Should a configured webhook integration fail for more than 10 times without a successful response, it will be paused until a user enables it again in the Integration settings page.
I don’t think that’s a good idea. 10 times is by far not enough. Instead I would suggest to turn it automatically off if requests have failed for three days straight, or similar. Your network and API also could have issues.
Imagine the following:
Event is triggered. Event makes an API call to your website. But your website / API currently has an issue. Requests to your website fails → Hook returns „Bad request“. Now alone your website being down could trigger pausing the webhook. And yes, that does indeed happen. We see your API having troubles quite often.

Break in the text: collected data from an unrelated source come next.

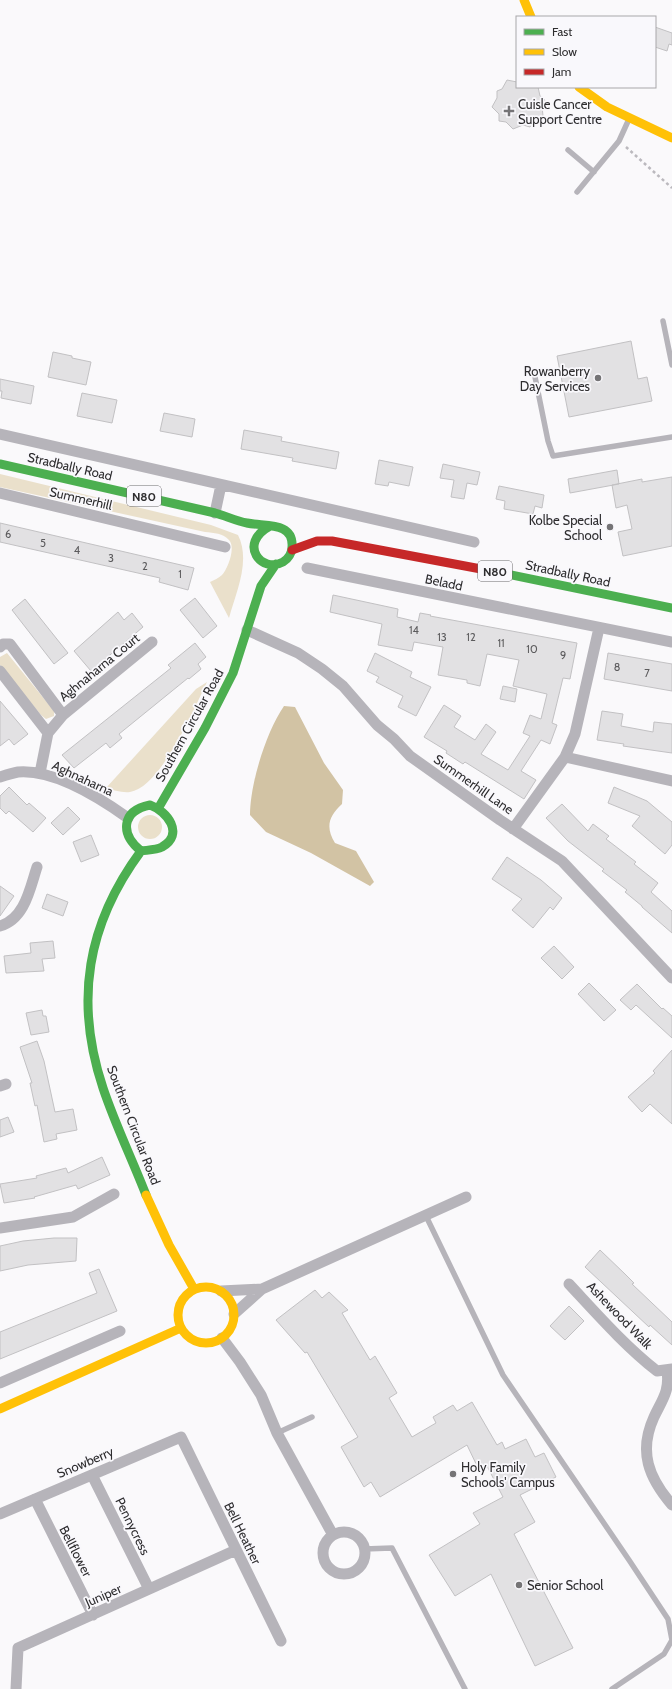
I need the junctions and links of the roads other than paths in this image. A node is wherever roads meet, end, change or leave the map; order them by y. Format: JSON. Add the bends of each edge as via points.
{"nodes":[{"id":1,"x":524,"y":0,"type":"edge"},
{"id":2,"x":531,"y":16,"type":"edge"},
{"id":3,"x":580,"y":88,"type":"edge"},
{"id":4,"x":629,"y":118,"type":"junction"},
{"id":5,"x":672,"y":138,"type":"edge"},
{"id":6,"x":568,"y":150,"type":"dead end"},
{"id":7,"x":594,"y":172,"type":"junction"},
{"id":8,"x":577,"y":192,"type":"dead end"},
{"id":9,"x":663,"y":321,"type":"dead end"},
{"id":10,"x":672,"y":365,"type":"edge"},
{"id":11,"x":534,"y":372,"type":"dead end"},
{"id":12,"x":0,"y":434,"type":"edge"},
{"id":13,"x":672,"y":437,"type":"edge"},
{"id":14,"x":0,"y":464,"type":"edge"},
{"id":15,"x":221,"y":485,"type":"junction"},
{"id":16,"x":0,"y":493,"type":"edge"},
{"id":17,"x":215,"y":512,"type":"junction"},
{"id":18,"x":249,"y":524,"type":"junction"},
{"id":19,"x":270,"y":526,"type":"junction"},
{"id":20,"x":285,"y":529,"type":"junction"},
{"id":21,"x":257,"y":533,"type":"junction"},
{"id":22,"x":317,"y":541,"type":"junction"},
{"id":23,"x":474,"y":542,"type":"dead end"},
{"id":24,"x":225,"y":547,"type":"dead end"},
{"id":25,"x":292,"y":550,"type":"junction"},
{"id":26,"x":256,"y":555,"type":"junction"},
{"id":27,"x":276,"y":564,"type":"junction"},
{"id":28,"x":307,"y":568,"type":"dead end"},
{"id":29,"x":261,"y":586,"type":"junction"},
{"id":30,"x":672,"y":608,"type":"edge"},
{"id":31,"x":599,"y":628,"type":"junction"},
{"id":32,"x":248,"y":630,"type":"junction"},
{"id":33,"x":671,"y":639,"type":"edge"},
{"id":34,"x":152,"y":642,"type":"dead end"},
{"id":35,"x":0,"y":646,"type":"edge"},
{"id":36,"x":0,"y":671,"type":"edge"},
{"id":37,"x":63,"y":715,"type":"junction"},
{"id":38,"x":48,"y":733,"type":"junction"},
{"id":39,"x":565,"y":757,"type":"junction"},
{"id":40,"x":40,"y":773,"type":"junction"},
{"id":41,"x":0,"y":777,"type":"edge"},
{"id":42,"x":672,"y":781,"type":"edge"},
{"id":43,"x":159,"y":807,"type":"junction"},
{"id":44,"x":128,"y":818,"type":"junction"},
{"id":45,"x":513,"y":829,"type":"junction"},
{"id":46,"x":141,"y":851,"type":"junction"},
{"id":47,"x":37,"y":867,"type":"dead end"},
{"id":48,"x":0,"y":926,"type":"edge"},
{"id":49,"x":672,"y":978,"type":"edge"},
{"id":50,"x":114,"y":1194,"type":"dead end"},
{"id":51,"x":466,"y":1197,"type":"dead end"},
{"id":52,"x":426,"y":1216,"type":"junction"},
{"id":53,"x":0,"y":1228,"type":"edge"},
{"id":54,"x":569,"y":1284,"type":"dead end"},
{"id":55,"x":194,"y":1289,"type":"junction"},
{"id":56,"x":262,"y":1289,"type":"junction"},
{"id":57,"x":221,"y":1291,"type":"junction"},
{"id":58,"x":234,"y":1314,"type":"junction"},
{"id":59,"x":181,"y":1328,"type":"junction"},
{"id":60,"x":120,"y":1331,"type":"dead end"},
{"id":61,"x":222,"y":1338,"type":"junction"},
{"id":62,"x":669,"y":1370,"type":"edge"},
{"id":63,"x":0,"y":1384,"type":"edge"},
{"id":64,"x":0,"y":1409,"type":"edge"},
{"id":65,"x":312,"y":1417,"type":"dead end"},
{"id":66,"x":277,"y":1433,"type":"junction"},
{"id":67,"x":181,"y":1437,"type":"joint"},
{"id":68,"x":92,"y":1475,"type":"junction"},
{"id":69,"x":35,"y":1499,"type":"junction"},
{"id":70,"x":672,"y":1505,"type":"edge"},
{"id":71,"x":0,"y":1514,"type":"edge"},
{"id":72,"x":333,"y":1534,"type":"junction"},
{"id":73,"x":364,"y":1549,"type":"junction"},
{"id":74,"x":236,"y":1550,"type":"junction"},
{"id":75,"x":149,"y":1589,"type":"junction"},
{"id":76,"x":92,"y":1615,"type":"junction"},
{"id":77,"x":281,"y":1641,"type":"dead end"},
{"id":78,"x":16,"y":1689,"type":"edge"},
{"id":79,"x":465,"y":1689,"type":"edge"},
{"id":80,"x":612,"y":1689,"type":"edge"}],
"edges":[{"from":1,"to":2,"type":"main road"},
{"from":3,"to":4,"type":"main road","via":[[607,108]]},
{"from":4,"to":5,"type":"main road"},
{"from":4,"to":7,"type":"lane","via":[[619,141]]},
{"from":6,"to":7,"type":"lane"},
{"from":7,"to":8,"type":"lane"},
{"from":9,"to":10,"type":"lane"},
{"from":11,"to":13,"type":"lane","via":[[553,456]]},
{"from":12,"to":15,"type":"street"},
{"from":14,"to":17,"type":"main road","name":"Stradbally Road","number":"N80"},
{"from":15,"to":17,"type":"street"},
{"from":15,"to":23,"type":"street"},
{"from":16,"to":24,"type":"street","name":"Summerhill"},
{"from":17,"to":18,"type":"main road","name":"Stradbally Road","number":"N80"},
{"from":18,"to":19,"type":"main road","name":"Stradbally Road","number":"N80"},
{"from":18,"to":21,"type":"main road","name":"Stradbally Road","number":"N80"},
{"from":19,"to":20,"type":"main road","number":"N80"},
{"from":19,"to":21,"type":"main road"},
{"from":20,"to":22,"type":"main road","name":"Stradbally Road","number":"N80"},
{"from":20,"to":25,"type":"main road","via":[[293,542]]},
{"from":21,"to":26,"type":"main road","via":[[254,540]]},
{"from":22,"to":25,"type":"main road","name":"Stradbally Road","number":"N80"},
{"from":22,"to":30,"type":"main road","name":"Stradbally Road","number":"N80","via":[[332,541],[527,577]]},
{"from":25,"to":27,"type":"main road","number":"N80","via":[[289,557]]},
{"from":26,"to":27,"type":"main road","via":[[261,561]]},
{"from":26,"to":29,"type":"main road","name":"Southern Circular Road"},
{"from":27,"to":29,"type":"main road","name":"Southern Circular Road"},
{"from":28,"to":31,"type":"street","name":"Beladd"},
{"from":29,"to":32,"type":"main road","name":"Southern Circular Road"},
{"from":31,"to":33,"type":"street","name":"Beladd"},
{"from":31,"to":39,"type":"street","via":[[574,734]]},
{"from":32,"to":43,"type":"main road","name":"Southern Circular Road","via":[[233,673],[205,728]]},
{"from":32,"to":45,"type":"street","name":"Summerhill Lane","via":[[298,653],[322,669],[343,686],[377,725],[410,756]]},
{"from":34,"to":37,"type":"street","name":"Aghnaharna Court"},
{"from":35,"to":37,"type":"street","name":"Aghnaharna Court","via":[[10,644]]},
{"from":36,"to":38,"type":"street"},
{"from":37,"to":38,"type":"street","name":"Aghnaharna Court"},
{"from":38,"to":40,"type":"street","name":"Aghnaharna Court"},
{"from":39,"to":42,"type":"street"},
{"from":39,"to":45,"type":"street"},
{"from":40,"to":41,"type":"street","name":"Aghnaharna","via":[[17,772]]},
{"from":40,"to":44,"type":"street","name":"Aghnaharna","via":[[95,796]]},
{"from":43,"to":44,"type":"main road","via":[[142,806]]},
{"from":43,"to":46,"type":"main road","via":[[171,820],[170,838],[165,845],[157,849]]},
{"from":44,"to":46,"type":"main road","via":[[128,835]]},
{"from":45,"to":49,"type":"street","name":"Summerhill Lane","via":[[562,861]]},
{"from":46,"to":55,"type":"main road","name":"Southern Circular Road","via":[[131,863],[111,901],[92,952],[88,985],[90,1028],[101,1081],[117,1123],[166,1239]]},
{"from":47,"to":48,"type":"street","via":[[23,907],[12,919]]},
{"from":50,"to":53,"type":"street","via":[[73,1217]]},
{"from":51,"to":52,"type":"street"},
{"from":52,"to":56,"type":"street"},
{"from":52,"to":80,"type":"lane","via":[[503,1375],[668,1619],[672,1640],[664,1654]]},
{"from":54,"to":62,"type":"street","name":"Ashewood Walk","via":[[648,1364],[657,1371]]},
{"from":55,"to":57,"type":"main road","via":[[203,1287]]},
{"from":55,"to":59,"type":"main road","via":[[184,1298],[178,1310]]},
{"from":56,"to":57,"type":"street"},
{"from":56,"to":58,"type":"street"},
{"from":57,"to":58,"type":"main road","via":[[230,1301]]},
{"from":58,"to":61,"type":"main road","via":[[230,1328]]},
{"from":59,"to":61,"type":"main road","via":[[186,1336],[194,1341],[204,1343]]},
{"from":59,"to":64,"type":"main road"},
{"from":60,"to":63,"type":"street"},
{"from":61,"to":66,"type":"street","via":[[261,1395]]},
{"from":62,"to":70,"type":"street","via":[[666,1392],[653,1418],[645,1449],[646,1461],[655,1481]]},
{"from":65,"to":66,"type":"lane"},
{"from":66,"to":72,"type":"street"},
{"from":67,"to":68,"type":"street","name":"Snowberry"},
{"from":67,"to":74,"type":"street","name":"Bell Heather"},
{"from":68,"to":69,"type":"street","name":"Snowberry"},
{"from":68,"to":75,"type":"street","name":"Pennycress"},
{"from":69,"to":71,"type":"street","name":"Snowberry"},
{"from":69,"to":76,"type":"street","name":"Bellflower"},
{"from":72,"to":73,"type":"street","via":[[353,1534],[362,1542]]},
{"from":72,"to":73,"type":"street","via":[[323,1550],[325,1563],[335,1572],[348,1573],[359,1567],[363,1562]]},
{"from":73,"to":79,"type":"lane","via":[[392,1548]]},
{"from":74,"to":75,"type":"street","name":"Juniper"},
{"from":74,"to":77,"type":"street","name":"Bell Heather"},
{"from":75,"to":76,"type":"street","name":"Juniper"},
{"from":76,"to":78,"type":"street","name":"Juniper","via":[[18,1648]]}]}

This morning for example.
Getting an email every time a webhook fails is kinda annoying. Please add an option to send these to a different inbox, or only send an email when a webhook gets automatically paused.
Your documentation also states:
awork expects a webhook request to return with a successful response within 30 seconds. Otherwise, the event will be marked as failed and retried for up to 10 times.
Does re-trying actually work? Because I was unable to verify that.
When is retrying attempted? When a webserver is not reachable at all? Or on response code not being 200?
we release a fix for the webhook retries tonight, so that each event is retried up to 5 times with delays between the retries of 5sec, 1min, 5min, 30min, 1h. On top of that we add a jitter of 1-30sec so that on retry not all events are retried at the same time. Only after failing for 5 times, we increase the FailureCount of the webhook.
A webhook is deactivated after 10 consecutive failures. A successful API request resets the FailureCount.
Regarding our API performance: We are aware of the problem and have made mayor improvements in the area in the last 2 weeks. There were several issues with the way our database handled queries that were really hard to spot but we finally found the underlying issues. Together with a bunch of other improvements, this week was way more stable than the previous ones. We will heavily invest in performance improvements in the future as well.
I hope this answers your questions.
Best regards
Ian